### What needs to be done
The listing must be reproduced in full, exactly as it stands.

### Raw data
■ ■ ■ ■ ■ ■ ■
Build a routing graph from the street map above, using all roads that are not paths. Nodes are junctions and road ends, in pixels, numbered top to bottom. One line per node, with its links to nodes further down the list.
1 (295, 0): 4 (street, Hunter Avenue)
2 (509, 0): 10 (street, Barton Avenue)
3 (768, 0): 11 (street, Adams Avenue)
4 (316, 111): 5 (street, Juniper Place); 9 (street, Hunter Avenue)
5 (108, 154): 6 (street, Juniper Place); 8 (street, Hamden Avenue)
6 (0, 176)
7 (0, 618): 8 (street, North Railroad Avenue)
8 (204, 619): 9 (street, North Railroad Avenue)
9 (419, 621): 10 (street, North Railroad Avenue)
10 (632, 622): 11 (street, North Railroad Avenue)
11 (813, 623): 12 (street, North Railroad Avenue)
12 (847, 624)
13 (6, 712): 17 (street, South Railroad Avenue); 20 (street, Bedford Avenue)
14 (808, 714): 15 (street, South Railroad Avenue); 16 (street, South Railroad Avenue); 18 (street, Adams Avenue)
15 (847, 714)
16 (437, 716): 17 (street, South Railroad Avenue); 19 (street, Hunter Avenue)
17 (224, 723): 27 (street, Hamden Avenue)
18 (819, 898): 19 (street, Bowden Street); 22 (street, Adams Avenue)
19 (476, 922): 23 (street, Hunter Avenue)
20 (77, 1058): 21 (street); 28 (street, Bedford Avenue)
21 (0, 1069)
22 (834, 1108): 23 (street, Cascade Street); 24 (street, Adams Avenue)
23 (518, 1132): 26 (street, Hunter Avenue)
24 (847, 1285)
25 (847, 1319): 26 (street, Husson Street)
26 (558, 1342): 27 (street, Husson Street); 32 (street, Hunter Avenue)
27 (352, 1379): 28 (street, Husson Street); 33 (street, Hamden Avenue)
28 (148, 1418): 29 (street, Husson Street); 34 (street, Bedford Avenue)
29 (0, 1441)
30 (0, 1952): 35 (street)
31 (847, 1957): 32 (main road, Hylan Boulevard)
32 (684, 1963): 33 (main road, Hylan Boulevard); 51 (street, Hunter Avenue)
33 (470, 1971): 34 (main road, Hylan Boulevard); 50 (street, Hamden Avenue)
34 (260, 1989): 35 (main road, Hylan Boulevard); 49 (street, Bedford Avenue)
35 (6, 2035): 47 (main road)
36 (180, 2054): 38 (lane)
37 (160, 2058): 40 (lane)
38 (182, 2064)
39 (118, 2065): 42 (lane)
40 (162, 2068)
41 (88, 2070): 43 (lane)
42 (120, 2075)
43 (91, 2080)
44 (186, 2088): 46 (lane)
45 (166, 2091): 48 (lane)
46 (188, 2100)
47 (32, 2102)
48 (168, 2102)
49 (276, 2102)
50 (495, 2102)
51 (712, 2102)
■ ■ ■ ■ ■ ■ ■
### Written response
Build a routing graph from the street map above, using all roads that are not paths. Nodes are junctions and road ends, in pixels, numbered top to bottom. One line per node, with its links to nodes further down the list.
1 (295, 0): 4 (street, Hunter Avenue)
2 (509, 0): 10 (street, Barton Avenue)
3 (768, 0): 11 (street, Adams Avenue)
4 (316, 111): 5 (street, Juniper Place); 9 (street, Hunter Avenue)
5 (108, 154): 6 (street, Juniper Place); 8 (street, Hamden Avenue)
6 (0, 176)
7 (0, 618): 8 (street, North Railroad Avenue)
8 (204, 619): 9 (street, North Railroad Avenue)
9 (419, 621): 10 (street, North Railroad Avenue)
10 (632, 622): 11 (street, North Railroad Avenue)
11 (813, 623): 12 (street, North Railroad Avenue)
12 (847, 624)
13 (6, 712): 17 (street, South Railroad Avenue); 20 (street, Bedford Avenue)
14 (808, 714): 15 (street, South Railroad Avenue); 16 (street, South Railroad Avenue); 18 (street, Adams Avenue)
15 (847, 714)
16 (437, 716): 17 (street, South Railroad Avenue); 19 (street, Hunter Avenue)
17 (224, 723): 27 (street, Hamden Avenue)
18 (819, 898): 19 (street, Bowden Street); 22 (street, Adams Avenue)
19 (476, 922): 23 (street, Hunter Avenue)
20 (77, 1058): 21 (street); 28 (street, Bedford Avenue)
21 (0, 1069)
22 (834, 1108): 23 (street, Cascade Street); 24 (street, Adams Avenue)
23 (518, 1132): 26 (street, Hunter Avenue)
24 (847, 1285)
25 (847, 1319): 26 (street, Husson Street)
26 (558, 1342): 27 (street, Husson Street); 32 (street, Hunter Avenue)
27 (352, 1379): 28 (street, Husson Street); 33 (street, Hamden Avenue)
28 (148, 1418): 29 (street, Husson Street); 34 (street, Bedford Avenue)
29 (0, 1441)
30 (0, 1952): 35 (street)
31 (847, 1957): 32 (main road, Hylan Boulevard)
32 (684, 1963): 33 (main road, Hylan Boulevard); 51 (street, Hunter Avenue)
33 (470, 1971): 34 (main road, Hylan Boulevard); 50 (street, Hamden Avenue)
34 (260, 1989): 35 (main road, Hylan Boulevard); 49 (street, Bedford Avenue)
35 (6, 2035): 47 (main road)
36 (180, 2054): 38 (lane)
37 (160, 2058): 40 (lane)
38 (182, 2064)
39 (118, 2065): 42 (lane)
40 (162, 2068)
41 (88, 2070): 43 (lane)
42 (120, 2075)
43 (91, 2080)
44 (186, 2088): 46 (lane)
45 (166, 2091): 48 (lane)
46 (188, 2100)
47 (32, 2102)
48 (168, 2102)
49 (276, 2102)
50 (495, 2102)
51 (712, 2102)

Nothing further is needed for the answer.